Nos últimos anos, tem se tornado popular entre mulheres, no Brasil, o uso do hormônio sintético gestrinona na forma de implante subcutâneo. Tal popularidade deve-se, principalmente, aos efeitos estéticos promovidos pela substância, como redistribuição da gordura corporal e aumento de massa muscular, o que rendeu ao implante o nome de “chip da beleza”. Embora alguns médicos a estejam prescrevendo como método contraceptivo ou de reposição hormonal, são os efeitos estéticos que têm atraído a população feminina, estimuladas por artistas e influencers digitais usuárias do hormônio. Mas será que a gestrinona tem efetividade comprovada? E ainda mais importante: é segura?
A gestrinona é uma substância derivada da 19-nortestosterona, apresentando efeitos anti-progestogênico, anti-estrogênico, anti-gonadotrófico e androgênico. Na prática clínica, foi mais utilizada no passado como tratamento para endometriose. No entanto, não existe nenhum estudo randomizado que a compare com placebo nesta condição. E aqueles estudos que a comparam com outras drogas também indicadas para endometriose, em geral, mostraram maior risco de efeitos adversos com a gestrinona.
Não à toa, nos dias atuais, ela não faz parte do arsenal de primeira escolha para tratamento da endometriose. E deve ser utilizada apenas na ausência de efetividade de outras opções terapêuticas desde que na ausência de efeitos colaterais. Vale ressaltar ainda que, mesmo seguindo esta indicação, a medicação é feita por via oral em doses de 1,25 a 2,5mg, não havendo nenhuma indicação do seu uso na forma de implante subcutâneo.

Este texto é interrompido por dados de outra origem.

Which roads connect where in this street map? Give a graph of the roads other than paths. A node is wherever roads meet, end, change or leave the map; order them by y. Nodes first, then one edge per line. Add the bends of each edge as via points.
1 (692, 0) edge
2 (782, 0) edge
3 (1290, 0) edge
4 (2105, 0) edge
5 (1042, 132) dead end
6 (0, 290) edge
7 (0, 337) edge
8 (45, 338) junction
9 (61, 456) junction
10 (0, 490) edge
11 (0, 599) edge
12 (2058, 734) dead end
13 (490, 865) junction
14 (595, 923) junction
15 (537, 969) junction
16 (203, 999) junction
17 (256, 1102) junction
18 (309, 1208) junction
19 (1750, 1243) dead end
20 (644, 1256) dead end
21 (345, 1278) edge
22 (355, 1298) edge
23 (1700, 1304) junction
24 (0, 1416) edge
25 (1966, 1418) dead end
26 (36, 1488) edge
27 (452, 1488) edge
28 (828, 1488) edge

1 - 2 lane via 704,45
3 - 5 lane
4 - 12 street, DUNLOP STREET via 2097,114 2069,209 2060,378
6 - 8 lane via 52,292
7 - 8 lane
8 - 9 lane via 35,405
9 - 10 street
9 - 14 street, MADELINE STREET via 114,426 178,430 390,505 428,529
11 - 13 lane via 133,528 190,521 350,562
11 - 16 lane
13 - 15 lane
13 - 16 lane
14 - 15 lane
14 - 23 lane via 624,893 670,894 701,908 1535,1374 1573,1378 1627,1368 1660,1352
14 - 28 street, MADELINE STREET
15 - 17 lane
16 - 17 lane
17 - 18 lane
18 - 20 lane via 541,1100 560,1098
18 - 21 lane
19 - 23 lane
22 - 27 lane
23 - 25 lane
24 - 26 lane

É o efeito androgênico do hormônio que é responsável pelos seus principais efeitos colaterais: hirsutismo, acne, alopecia androgenética, clitoromegalia e mudança da tonalidade da voz (esta última de caráter irreversível mesmo após a suspensão da droga). Além disso, a substância possui efeitos anabólicos reconhecidos, o que a fez ser considerada como doping pela World Anti-Doping Agency.
Mas os efeitos adversos citados acima são apenas aqueles conhecidos a médio prazo. Nenhum estudo avaliou a sua segurança a longo prazo. O maior temor é em relação aos potenciais riscos cardiovasculares que podem estar associados às substâncias anabolizantes. Além disso, há preocupação também em relação a possíveis danos hepáticos a depender da dose utilizada.

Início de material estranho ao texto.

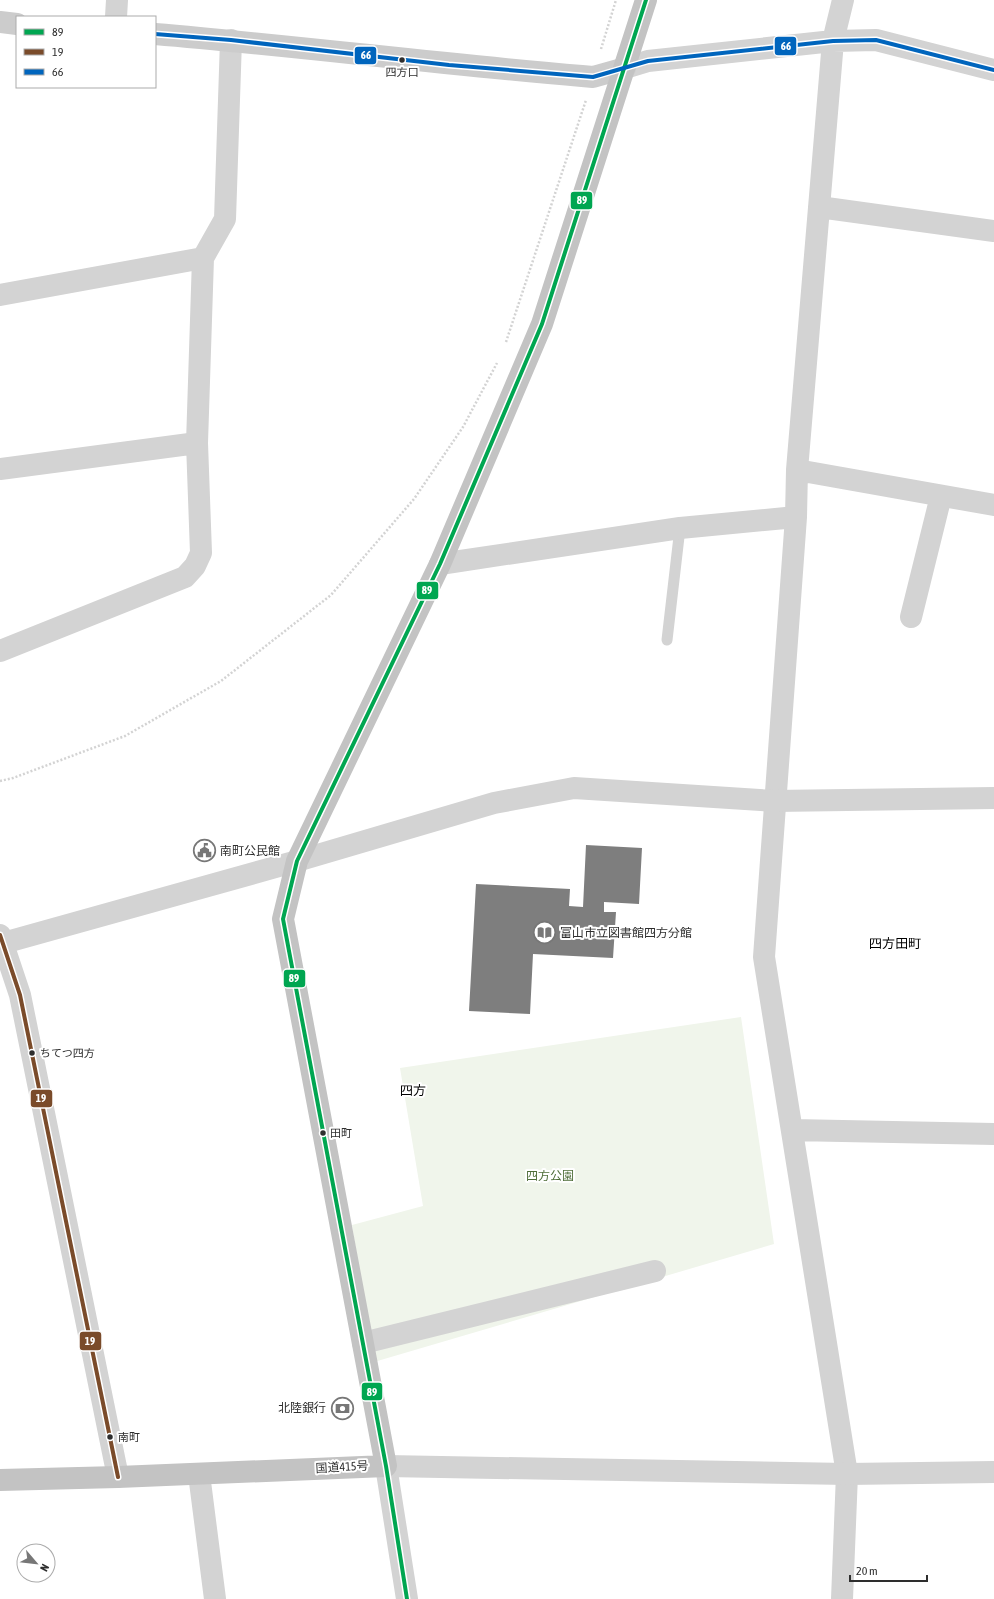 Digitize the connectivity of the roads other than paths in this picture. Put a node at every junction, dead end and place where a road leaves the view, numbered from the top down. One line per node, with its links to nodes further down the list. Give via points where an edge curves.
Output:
1 (118, 0): 4 (street)
2 (646, 0): 10 (highway, 国道415号)
3 (843, 0): 9 (street)
4 (116, 16)
5 (0, 22): 6 (main road)
6 (16, 24)
7 (156, 34): 8 (main road)
8 (231, 40): 10 (main road, via 449,65 592,77); 14 (street, via 226,219)
9 (833, 41): 10 (street, via 648,61); 11 (street, via 876,40); 12 (street)
10 (626, 68): 23 (highway, 国道415号, via 542,324)
11 (994, 70)
12 (819, 207): 13 (street); 18 (street)
13 (994, 231)
14 (203, 258): 15 (street); 16 (street)
15 (0, 295)
16 (197, 443): 17 (street); 26 (street, via 201,553 195,566 185,577)
17 (0, 469)
18 (797, 470): 19 (street); 21 (street)
19 (941, 496): 20 (street); 24 (street)
20 (994, 505)
21 (796, 517): 22 (street); 28 (street)
22 (680, 528): 23 (street); 25 (lane)
23 (440, 564): 29 (highway, 国道415号)
24 (911, 617)
25 (667, 640)
26 (0, 651)
27 (994, 798): 28 (street)
28 (774, 801): 29 (street, via 574,788 494,803); 31 (street, via 764,957)
29 (297, 861): 30 (street); 34 (highway, 国道415号, via 283,919)
30 (1, 940): 39 (street, via 20,995)
31 (792, 1130): 32 (street); 38 (street)
32 (994, 1134)
33 (655, 1271): 34 (street)
34 (363, 1342): 35 (highway, 国道415号)
35 (386, 1466): 37 (highway, 国道415号); 38 (street); 42 (street)
36 (994, 1472): 38 (street)
37 (199, 1474): 39 (highway, 国道415号); 41 (street)
38 (847, 1474): 43 (street)
39 (118, 1477): 40 (highway, 国道415号)
40 (0, 1480)
41 (215, 1599)
42 (407, 1599)
43 (842, 1599)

Desta forma, ao iniciar o uso, a mulher pode até referir, a curto prazo, melhora em sintomas relacionados à indisposição, fraqueza e redução da libido (sintomas de causa multifatorial e, muitas vezes, de origem psicossocial) devido ao efeito androgênico e anabólico do hormônio. A médio prazo, entretanto, os efeitos androgênicos indesejáveis podem começar a aparecer. E, a longo prazo, um grande ponto de interrogação bloqueia qualquer previsão de risco.
Para outras indicações, como contracepção hormonal, não há indicação da droga, muito menos estudos que avaliem eficácia e segurança. Como reposição hormonal, não há nem mesmo plausibilidade biológica considerando seus efeitos anti-estrogênico e anti-progestogênico. O que acontece, na prática, é que estes implantes, confeccionados em farmácias de manipulação, contém, muitas vezes, não apenas a gestrinona mas também outros hormônios. Estas outras substâncias e muito menos as doses utilizadas de cada uma delas, frequentemente, não são de conhecimento da paciente. E quando a mesma procura um profissional para lidar com os efeitos adversos não há como saber o que exatamente o seu organismo estava absorvendo.
Vale ressaltar ainda que não há registro sanitário ativo da gestrinona no Brasil junto à ANVISA e nem mesmo pedidos de análise no banco de dados do órgão. E, em dezembro de 2021, inclusive, a ANVISA proibiu a propaganda de insumos contendo esta substância e a classificou como um risco para a saúde pública. Tal medida foi uma resposta ao posicionamento oficial da Sociedade Brasileira de Endocrinologia e Metabologia (SBEM) e da Federação Brasileira das Associações de Ginecologia e Obstetrícia (FEBRASGO) que, em 2021, lançaram nota condenando o uso da gestrinona.
Portanto, considerando a escassez de estudos de efetividade para qualquer fim de implantes subcutâneos de gestrinona, o conhecido risco de efeitos adversos anabolizantes e a completa falta de conhecimento sobre os riscos a longo prazo, a prescrição da gestrinona em uma apresentação que sequer foi estudada adequadamente não vai apenas de encontro à Medicina Baseada em Evidências mas fere princípios éticos básicos que regem a conduta médica.